== PROBLEM TO WORK ON ==
Please retype the records below exactly as they appear, but leave out the pictures.

== INFORMATION SHOWN ==
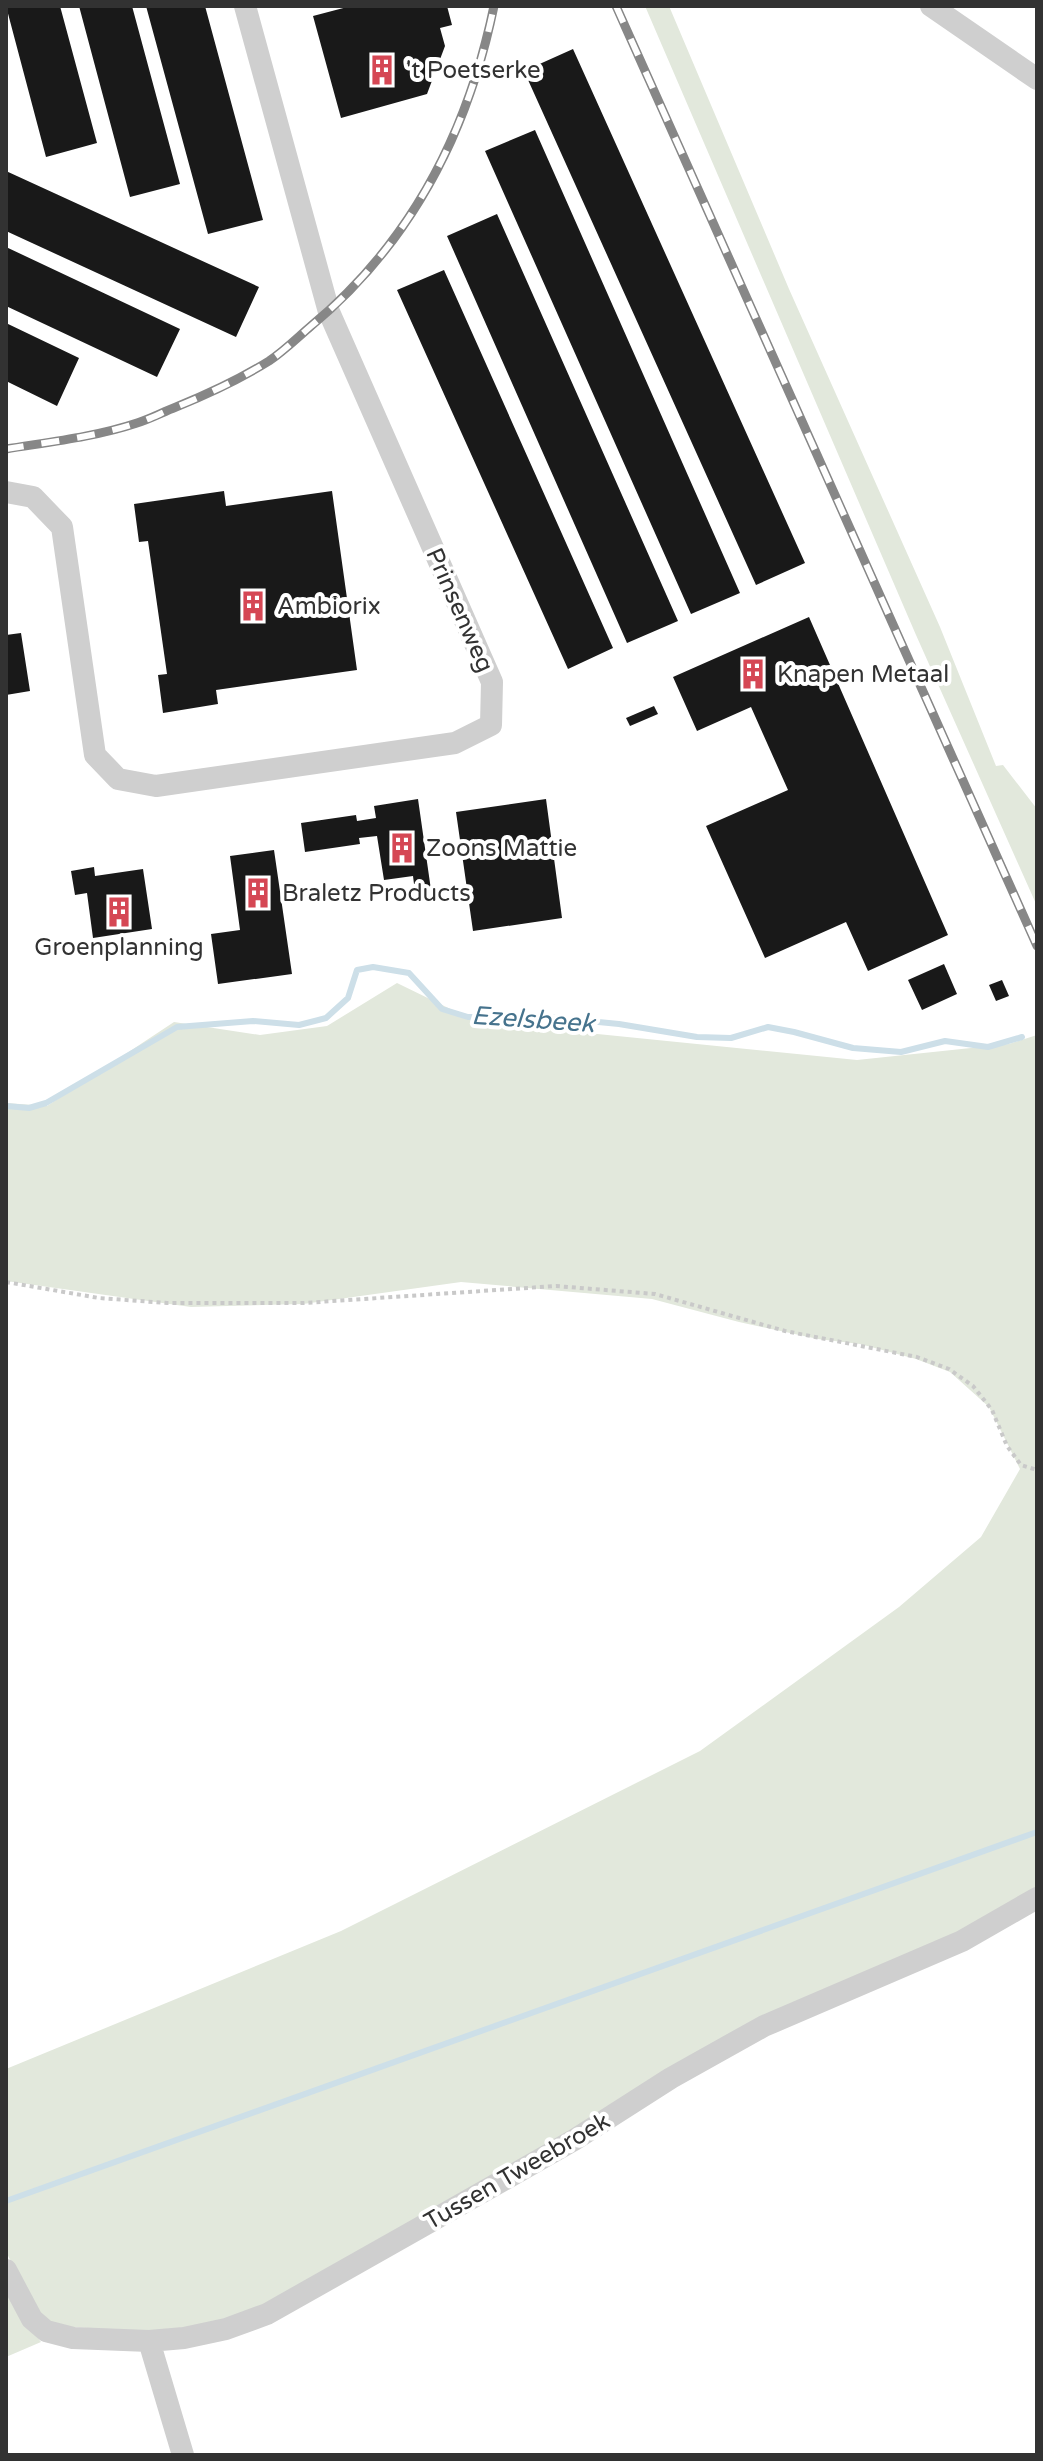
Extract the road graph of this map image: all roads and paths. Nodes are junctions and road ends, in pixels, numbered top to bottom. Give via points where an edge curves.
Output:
1 (245, 6) edge
2 (931, 6) edge
3 (1037, 79) edge
4 (6, 492) edge
5 (6, 1282) edge
6 (1037, 1470) edge
7 (1037, 1898) edge
8 (6, 2270) edge
9 (149, 2341) junction
10 (183, 2455) edge

1 - 4 street, Prinsenweg via 329,312 492,682 491,725 455,743 156,786 118,779 95,755 62,527 33,497
2 - 3 street
5 - 6 path via 167,1303 304,1303 556,1286 655,1294 949,1369 973,1386 992,1410 1021,1465
7 - 9 street, Tussen Tweebroek via 962,1941 764,2026 267,2314 226,2329
8 - 9 street, Tussen Tweebroek via 32,2319 46,2331 73,2338
9 - 10 street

== RESULT FOR THIS TASK ==
Extract the road graph of this map image: all roads and paths. Nodes are junctions and road ends, in pixels, numbered top to bottom. Give via points where an edge curves.
Output:
1 (245, 6) edge
2 (931, 6) edge
3 (1037, 79) edge
4 (6, 492) edge
5 (6, 1282) edge
6 (1037, 1470) edge
7 (1037, 1898) edge
8 (6, 2270) edge
9 (149, 2341) junction
10 (183, 2455) edge

1 - 4 street, Prinsenweg via 329,312 492,682 491,725 455,743 156,786 118,779 95,755 62,527 33,497
2 - 3 street
5 - 6 path via 167,1303 304,1303 556,1286 655,1294 949,1369 973,1386 992,1410 1021,1465
7 - 9 street, Tussen Tweebroek via 962,1941 764,2026 267,2314 226,2329
8 - 9 street, Tussen Tweebroek via 32,2319 46,2331 73,2338
9 - 10 street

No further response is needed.